▶ **Work to be completed**: Your task is to repeat the entries underneath exactly, minus the pictures.

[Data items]

^^^^^^^^^^^^^^^^

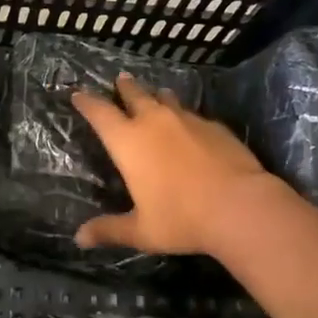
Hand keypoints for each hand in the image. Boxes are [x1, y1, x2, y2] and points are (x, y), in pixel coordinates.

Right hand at [71, 73, 279, 256]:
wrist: (240, 205)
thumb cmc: (181, 218)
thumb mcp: (141, 231)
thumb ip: (109, 230)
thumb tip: (79, 238)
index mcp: (128, 142)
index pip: (100, 113)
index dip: (86, 102)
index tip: (78, 94)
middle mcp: (154, 122)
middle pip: (134, 95)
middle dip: (124, 87)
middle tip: (120, 79)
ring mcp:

^^^^^^^^^^^^^^^^

▶ **Exercise answer**:
Hand keypoints for each hand in the image. Boxes are [x1, y1, x2, y2] and points are (x, y), in pixel coordinates.

Right hand at [71, 73, 279, 256]:
wrist: (240, 205)
thumb cmc: (181, 218)
thumb mcp: (141, 231)
thumb ip: (109, 230)
thumb tip: (79, 238)
index mcp: (128, 142)
index pip: (100, 113)
index dip: (86, 102)
index tip: (78, 94)
middle mcp: (154, 122)
middle pip: (134, 95)
middle dip: (124, 87)
middle tip: (120, 79)
ring mcp:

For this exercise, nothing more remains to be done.